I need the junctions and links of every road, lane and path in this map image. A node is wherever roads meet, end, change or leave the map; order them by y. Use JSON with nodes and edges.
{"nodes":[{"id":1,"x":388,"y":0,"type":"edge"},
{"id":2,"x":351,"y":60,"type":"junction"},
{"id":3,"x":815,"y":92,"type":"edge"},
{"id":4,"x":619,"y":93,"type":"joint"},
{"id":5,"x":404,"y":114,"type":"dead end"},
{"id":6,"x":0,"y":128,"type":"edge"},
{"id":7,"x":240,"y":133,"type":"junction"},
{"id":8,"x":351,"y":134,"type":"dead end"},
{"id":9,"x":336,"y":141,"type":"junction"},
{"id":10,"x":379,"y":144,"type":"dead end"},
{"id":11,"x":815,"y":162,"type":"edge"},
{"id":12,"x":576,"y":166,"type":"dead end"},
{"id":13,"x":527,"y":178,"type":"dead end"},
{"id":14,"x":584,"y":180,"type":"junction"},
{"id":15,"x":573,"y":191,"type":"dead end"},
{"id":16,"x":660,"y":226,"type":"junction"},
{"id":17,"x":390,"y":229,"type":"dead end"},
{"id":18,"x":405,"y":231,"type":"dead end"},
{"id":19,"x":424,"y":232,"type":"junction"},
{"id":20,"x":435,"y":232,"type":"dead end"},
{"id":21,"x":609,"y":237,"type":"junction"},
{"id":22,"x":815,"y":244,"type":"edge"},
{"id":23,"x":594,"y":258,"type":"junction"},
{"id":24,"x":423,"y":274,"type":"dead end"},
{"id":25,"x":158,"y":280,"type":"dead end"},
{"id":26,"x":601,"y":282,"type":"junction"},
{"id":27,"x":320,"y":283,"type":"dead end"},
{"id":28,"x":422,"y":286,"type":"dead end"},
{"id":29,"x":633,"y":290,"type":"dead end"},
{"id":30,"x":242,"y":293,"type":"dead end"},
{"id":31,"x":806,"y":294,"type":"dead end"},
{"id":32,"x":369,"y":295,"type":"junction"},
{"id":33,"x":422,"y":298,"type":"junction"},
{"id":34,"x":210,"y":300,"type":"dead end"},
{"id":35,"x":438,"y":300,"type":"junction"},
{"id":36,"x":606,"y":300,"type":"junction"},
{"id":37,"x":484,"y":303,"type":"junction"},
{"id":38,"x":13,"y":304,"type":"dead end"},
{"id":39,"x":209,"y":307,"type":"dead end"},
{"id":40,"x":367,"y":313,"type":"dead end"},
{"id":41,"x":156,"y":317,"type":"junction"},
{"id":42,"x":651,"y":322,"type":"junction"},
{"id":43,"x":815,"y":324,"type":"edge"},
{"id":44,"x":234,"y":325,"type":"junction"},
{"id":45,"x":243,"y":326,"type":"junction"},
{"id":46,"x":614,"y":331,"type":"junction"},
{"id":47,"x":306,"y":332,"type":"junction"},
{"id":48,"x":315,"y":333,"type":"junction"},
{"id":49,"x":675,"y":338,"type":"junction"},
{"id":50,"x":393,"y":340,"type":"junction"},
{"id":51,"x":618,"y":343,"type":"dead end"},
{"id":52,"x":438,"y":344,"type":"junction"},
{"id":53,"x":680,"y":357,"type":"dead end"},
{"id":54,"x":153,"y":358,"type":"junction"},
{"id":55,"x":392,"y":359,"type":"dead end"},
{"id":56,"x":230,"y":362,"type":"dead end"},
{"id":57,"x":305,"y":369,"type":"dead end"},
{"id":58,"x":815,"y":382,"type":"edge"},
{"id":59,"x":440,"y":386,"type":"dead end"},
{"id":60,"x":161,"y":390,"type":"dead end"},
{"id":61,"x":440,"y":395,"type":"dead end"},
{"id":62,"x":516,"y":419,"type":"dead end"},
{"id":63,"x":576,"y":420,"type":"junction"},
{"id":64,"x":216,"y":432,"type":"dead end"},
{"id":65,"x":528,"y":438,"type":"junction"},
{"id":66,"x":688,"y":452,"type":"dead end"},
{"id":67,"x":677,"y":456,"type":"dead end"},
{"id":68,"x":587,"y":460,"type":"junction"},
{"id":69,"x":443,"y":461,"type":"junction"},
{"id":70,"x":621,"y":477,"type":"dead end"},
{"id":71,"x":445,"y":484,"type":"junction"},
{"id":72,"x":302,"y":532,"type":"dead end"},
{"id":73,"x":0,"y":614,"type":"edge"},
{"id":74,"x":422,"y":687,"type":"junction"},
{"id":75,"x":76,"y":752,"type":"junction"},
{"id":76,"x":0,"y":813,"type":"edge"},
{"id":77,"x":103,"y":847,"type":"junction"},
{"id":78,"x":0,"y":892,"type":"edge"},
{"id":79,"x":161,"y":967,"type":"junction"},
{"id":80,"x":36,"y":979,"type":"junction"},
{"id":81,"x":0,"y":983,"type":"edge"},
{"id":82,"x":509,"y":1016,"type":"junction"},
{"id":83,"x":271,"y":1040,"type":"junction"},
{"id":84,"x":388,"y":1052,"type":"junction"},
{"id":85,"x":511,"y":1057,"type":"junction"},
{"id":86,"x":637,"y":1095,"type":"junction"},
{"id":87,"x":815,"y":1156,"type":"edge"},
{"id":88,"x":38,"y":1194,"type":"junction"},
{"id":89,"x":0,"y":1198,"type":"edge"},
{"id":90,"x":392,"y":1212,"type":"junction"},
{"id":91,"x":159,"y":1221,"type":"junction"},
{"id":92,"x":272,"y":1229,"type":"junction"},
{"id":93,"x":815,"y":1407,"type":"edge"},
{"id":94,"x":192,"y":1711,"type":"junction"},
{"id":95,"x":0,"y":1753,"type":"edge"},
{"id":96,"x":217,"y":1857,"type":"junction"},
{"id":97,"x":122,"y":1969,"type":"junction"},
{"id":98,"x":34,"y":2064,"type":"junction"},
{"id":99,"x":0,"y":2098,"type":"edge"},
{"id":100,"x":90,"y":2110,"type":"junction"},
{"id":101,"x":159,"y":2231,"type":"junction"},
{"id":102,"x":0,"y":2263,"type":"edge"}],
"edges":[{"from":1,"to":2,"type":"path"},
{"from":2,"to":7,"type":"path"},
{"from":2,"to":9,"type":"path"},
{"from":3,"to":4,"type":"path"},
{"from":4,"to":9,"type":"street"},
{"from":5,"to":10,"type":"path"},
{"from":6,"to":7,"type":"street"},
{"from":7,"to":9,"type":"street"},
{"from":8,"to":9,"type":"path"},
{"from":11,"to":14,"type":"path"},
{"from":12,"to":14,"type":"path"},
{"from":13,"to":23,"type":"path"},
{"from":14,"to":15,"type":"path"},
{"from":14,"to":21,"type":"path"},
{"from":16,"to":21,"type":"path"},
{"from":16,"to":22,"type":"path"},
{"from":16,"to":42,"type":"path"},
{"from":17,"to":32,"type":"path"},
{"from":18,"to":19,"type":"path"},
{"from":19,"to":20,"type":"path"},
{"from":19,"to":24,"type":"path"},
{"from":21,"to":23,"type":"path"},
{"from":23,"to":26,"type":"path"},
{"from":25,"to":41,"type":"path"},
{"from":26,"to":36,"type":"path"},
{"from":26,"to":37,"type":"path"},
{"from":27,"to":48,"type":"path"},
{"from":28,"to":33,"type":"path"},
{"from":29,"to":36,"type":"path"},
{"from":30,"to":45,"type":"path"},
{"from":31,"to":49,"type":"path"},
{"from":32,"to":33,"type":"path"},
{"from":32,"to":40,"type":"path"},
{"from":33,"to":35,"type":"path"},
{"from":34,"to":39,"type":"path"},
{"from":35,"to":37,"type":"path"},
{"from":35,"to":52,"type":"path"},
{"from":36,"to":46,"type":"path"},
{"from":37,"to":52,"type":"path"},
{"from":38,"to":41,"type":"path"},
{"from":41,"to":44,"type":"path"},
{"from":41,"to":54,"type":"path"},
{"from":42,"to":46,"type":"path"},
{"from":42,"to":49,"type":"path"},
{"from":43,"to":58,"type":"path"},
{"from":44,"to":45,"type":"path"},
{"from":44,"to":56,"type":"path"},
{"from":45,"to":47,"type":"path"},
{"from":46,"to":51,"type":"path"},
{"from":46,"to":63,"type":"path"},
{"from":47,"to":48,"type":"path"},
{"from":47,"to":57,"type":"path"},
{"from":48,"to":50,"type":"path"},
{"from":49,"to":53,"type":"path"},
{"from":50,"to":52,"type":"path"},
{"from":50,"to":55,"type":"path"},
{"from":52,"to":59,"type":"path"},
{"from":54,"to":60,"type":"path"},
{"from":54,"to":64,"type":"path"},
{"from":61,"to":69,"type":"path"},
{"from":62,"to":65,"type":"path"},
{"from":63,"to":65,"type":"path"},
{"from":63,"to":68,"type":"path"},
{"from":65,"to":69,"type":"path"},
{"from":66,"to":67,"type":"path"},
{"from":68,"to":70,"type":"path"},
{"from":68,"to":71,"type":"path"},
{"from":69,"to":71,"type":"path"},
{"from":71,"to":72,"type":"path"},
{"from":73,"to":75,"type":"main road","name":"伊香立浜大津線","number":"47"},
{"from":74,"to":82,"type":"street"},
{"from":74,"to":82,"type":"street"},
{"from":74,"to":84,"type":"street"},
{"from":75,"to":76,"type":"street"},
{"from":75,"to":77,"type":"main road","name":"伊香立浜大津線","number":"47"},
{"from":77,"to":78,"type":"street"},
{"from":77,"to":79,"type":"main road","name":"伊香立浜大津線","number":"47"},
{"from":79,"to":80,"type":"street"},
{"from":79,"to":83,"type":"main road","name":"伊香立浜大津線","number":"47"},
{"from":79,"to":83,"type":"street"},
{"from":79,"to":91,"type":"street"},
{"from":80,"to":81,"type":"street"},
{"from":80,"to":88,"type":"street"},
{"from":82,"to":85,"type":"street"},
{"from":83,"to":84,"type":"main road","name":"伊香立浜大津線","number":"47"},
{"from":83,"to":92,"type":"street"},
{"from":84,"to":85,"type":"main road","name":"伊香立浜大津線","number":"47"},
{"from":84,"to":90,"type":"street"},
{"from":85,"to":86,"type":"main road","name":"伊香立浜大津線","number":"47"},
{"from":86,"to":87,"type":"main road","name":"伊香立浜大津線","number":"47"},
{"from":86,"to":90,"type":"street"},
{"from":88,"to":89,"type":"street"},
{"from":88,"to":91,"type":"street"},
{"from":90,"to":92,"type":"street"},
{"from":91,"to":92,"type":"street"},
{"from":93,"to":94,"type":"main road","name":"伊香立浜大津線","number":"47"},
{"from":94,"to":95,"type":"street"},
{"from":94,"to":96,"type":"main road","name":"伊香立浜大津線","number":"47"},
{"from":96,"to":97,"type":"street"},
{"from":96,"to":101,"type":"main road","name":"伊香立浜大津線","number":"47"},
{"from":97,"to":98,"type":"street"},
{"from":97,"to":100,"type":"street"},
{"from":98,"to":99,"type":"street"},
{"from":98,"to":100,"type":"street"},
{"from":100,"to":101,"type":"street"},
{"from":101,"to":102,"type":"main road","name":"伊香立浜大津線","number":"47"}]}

◆ Exercise requirements ◆
Count of lines in the data above that contain the string "edges": give this number and no other words.

◆ Task output ◆
2